In the second session of the council, John was persuaded to read aloud a formal promise of voluntary abdication of the papacy (2 March, 1415), and to repeat this promise in a Bull of 8 March. But on 20 March he fled secretly from Constance to Schaffhausen in the territory of Duke Frederick of Austria, and thence to Freiburg im Breisgau, which belonged to the Duke of Burgundy, also his adherent. John's flight, in consequence of the great difficulties it caused the council, only increased the hostility towards him, and, while he himself tried to negotiate further concerning his abdication, his supporters were obliged to submit to Sigismund. Formally deposed in the twelfth session (29 May, 1415), John made his submission and commended himself to the mercy of the council. John was accused of the gravest offences in several inimical writings as well as in the formal charges of the council. Undeniably secular and ambitious, his moral life was not above reproach, and his unscrupulous methods in no wise accorded with the requirements of his high office. On the other hand, the heinous crimes of which his opponents in the council accused him were certainly gravely exaggerated. After his abdication he was again known as Baldassare Cossa, and was given into the custody of the Palatine Louis, who had always been his enemy. The latter kept him confined in different places (Rudolfzell, Gottlieben, Heidelberg, and Mannheim). At the forty-second session of the council, 28 Dec., 1417, after Martin V had been elected, the release of Cossa was decreed. It was not, however, till the following year that he recovered his liberty. He then set out for Florence, where Martin V was staying, and did homage to him as the Head of the Church. ...

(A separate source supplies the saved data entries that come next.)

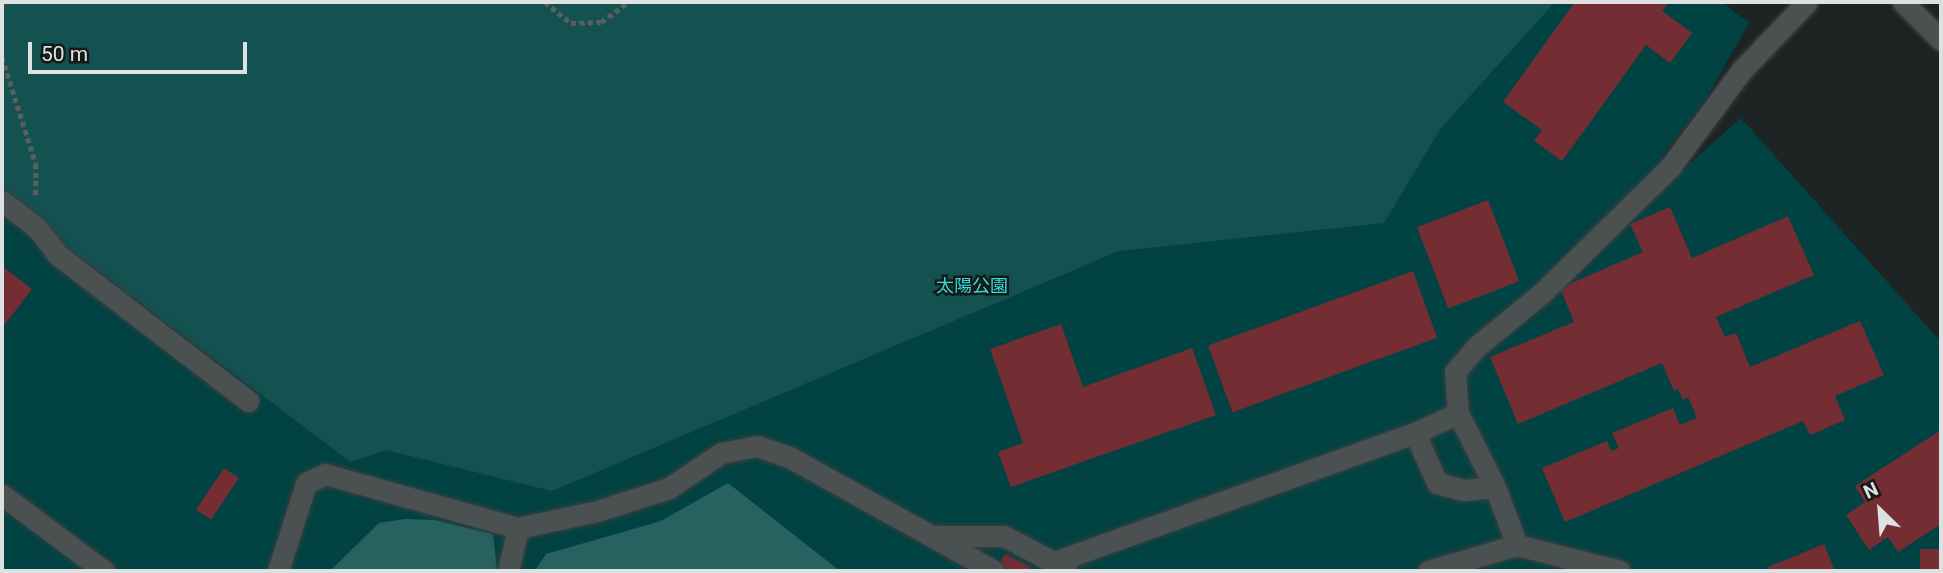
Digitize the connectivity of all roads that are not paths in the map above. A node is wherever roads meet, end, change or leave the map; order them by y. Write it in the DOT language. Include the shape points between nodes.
graph roads {
  1 [pos="1807,2"];
  2 [pos="1903,2"];
  3 [pos="1941,40"];
  4 [pos="2,201"];
  5 [pos="248,401"];
  6 [pos="1458,412"];
  7 [pos="1415,433"];
  8 [pos="1495,487"];
  9 [pos="2,495"];
  10 [pos="518,528"];
  11 [pos="930,536"];
  12 [pos="1517,545"];
  13 [pos="1062,567"];
  14 [pos="104,571"];
  15 [pos="278,571"];
  16 [pos="508,571"];
  17 [pos="994,571"];
  18 [pos="1429,571"];
  19 [pos="1620,571"];
  1 -- 6 [label="street" via="1741,71 1670,167 1542,293 1476,347 1455,372"];
  2 -- 3 [label="street"];
  4 -- 5 [label="street" via="37,228 58,255"];
  6 -- 7 [label="street"];
  6 -- 8 [label="street"];
  7 -- 8 [label="street" via="1437,483 1464,490"];
  7 -- 13 [label="street"];
  8 -- 12 [label="street"];
  9 -- 14 [label="street"];
  10 -- 11 [label="street" via="597,511 669,488 721,453 757,446 791,458"];
  10 -- 15 [label="street" via="325,474 306,483"];
  10 -- 16 [label="street"];
  11 -- 13 [label="street" via="1004,536"];
  11 -- 17 [label="street"];
  12 -- 18 [label="street"];
  12 -- 19 [label="street"];
}
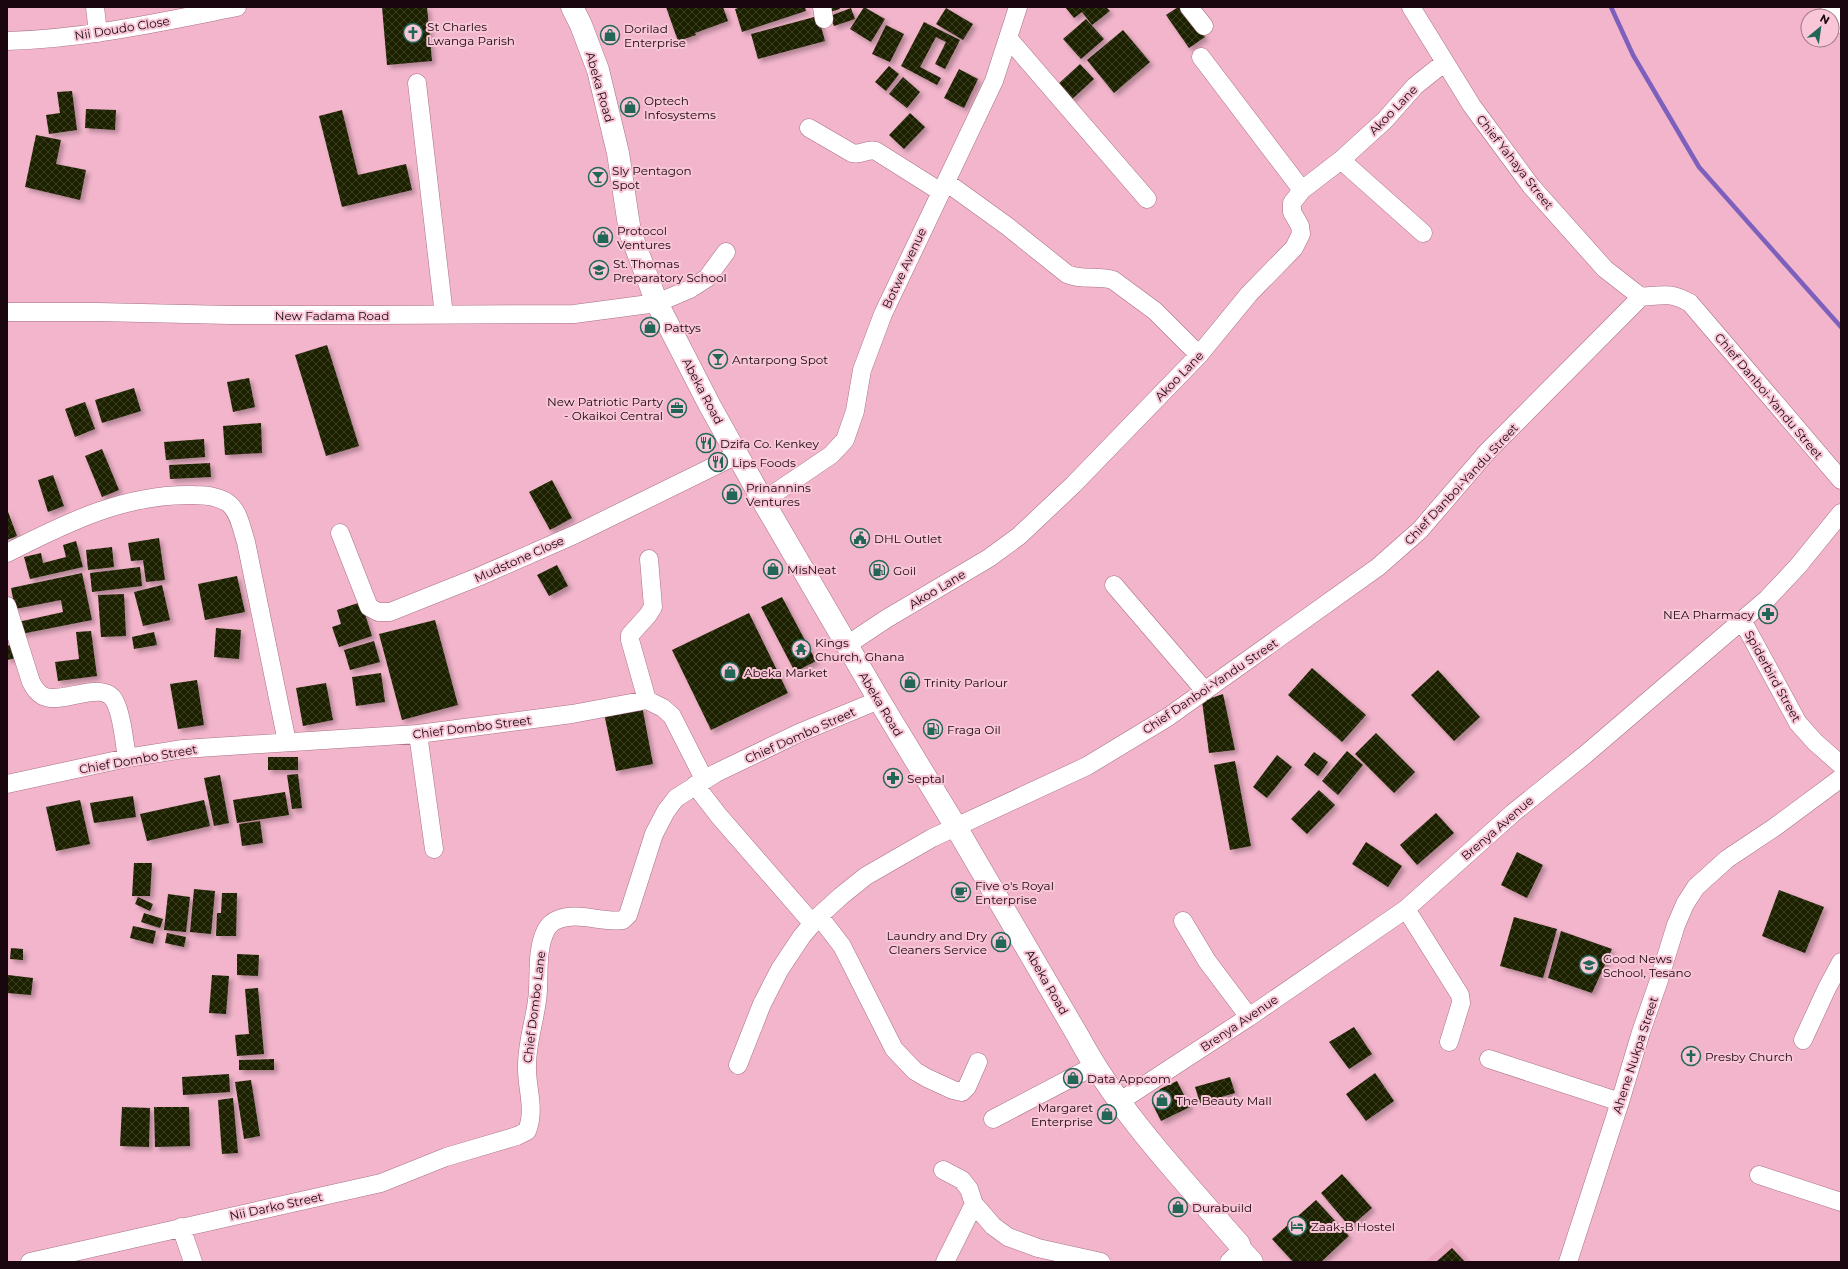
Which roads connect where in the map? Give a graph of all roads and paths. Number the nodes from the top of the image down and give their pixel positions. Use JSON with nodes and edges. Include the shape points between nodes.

http://en.wikipedia.org/wiki/Antipope_John_XXIII
The Medicis had supported Cossa in his campaign to become cardinal and pope. Once in office, John XXIII made the Medici Bank the bank of the papacy, contributing considerably to the family's wealth and prestige. ...
The Medicis oversaw the construction of his magnificent tomb by Donatello and Michelozzo in the Battistero di San Giovanni in Florence. Pope Martin V protested in vain against the inscription on the sarcophagus: "John the former pope".
During his time in the prison, an attempt was made to free him illegally ... likely it was a Florentine attempt. He was only released after a payment was done (likely paid by Florentine friends) . And he got a magnifient tomb, after he had died in 1419 (paid by the Medici).
In the time which followed the Medici focused on money-business with the popes - till the point, that the Medicis themselves had popes in their family.
And we have "Imperatori cards" produced in Florence in 1423, from which we may assume, that between the VIII cards were at least "one emperor and one pope".
From this it seems apparent, that one cannot cut off the "Imperatori deck" from some rather concrete matters, which happened before ... one has to place its appearance in the real situation. Perhaps a game developed in Germany, which made some satirical jokes about that, what had happened before in Constance. Perhaps Giovanni himself brought knowledge about it to Florence. Perhaps a Florentine artist modified the German invention to a manner, where the Italian pope looked better than the Emperor and it was such a deck, which was bought by Parisina.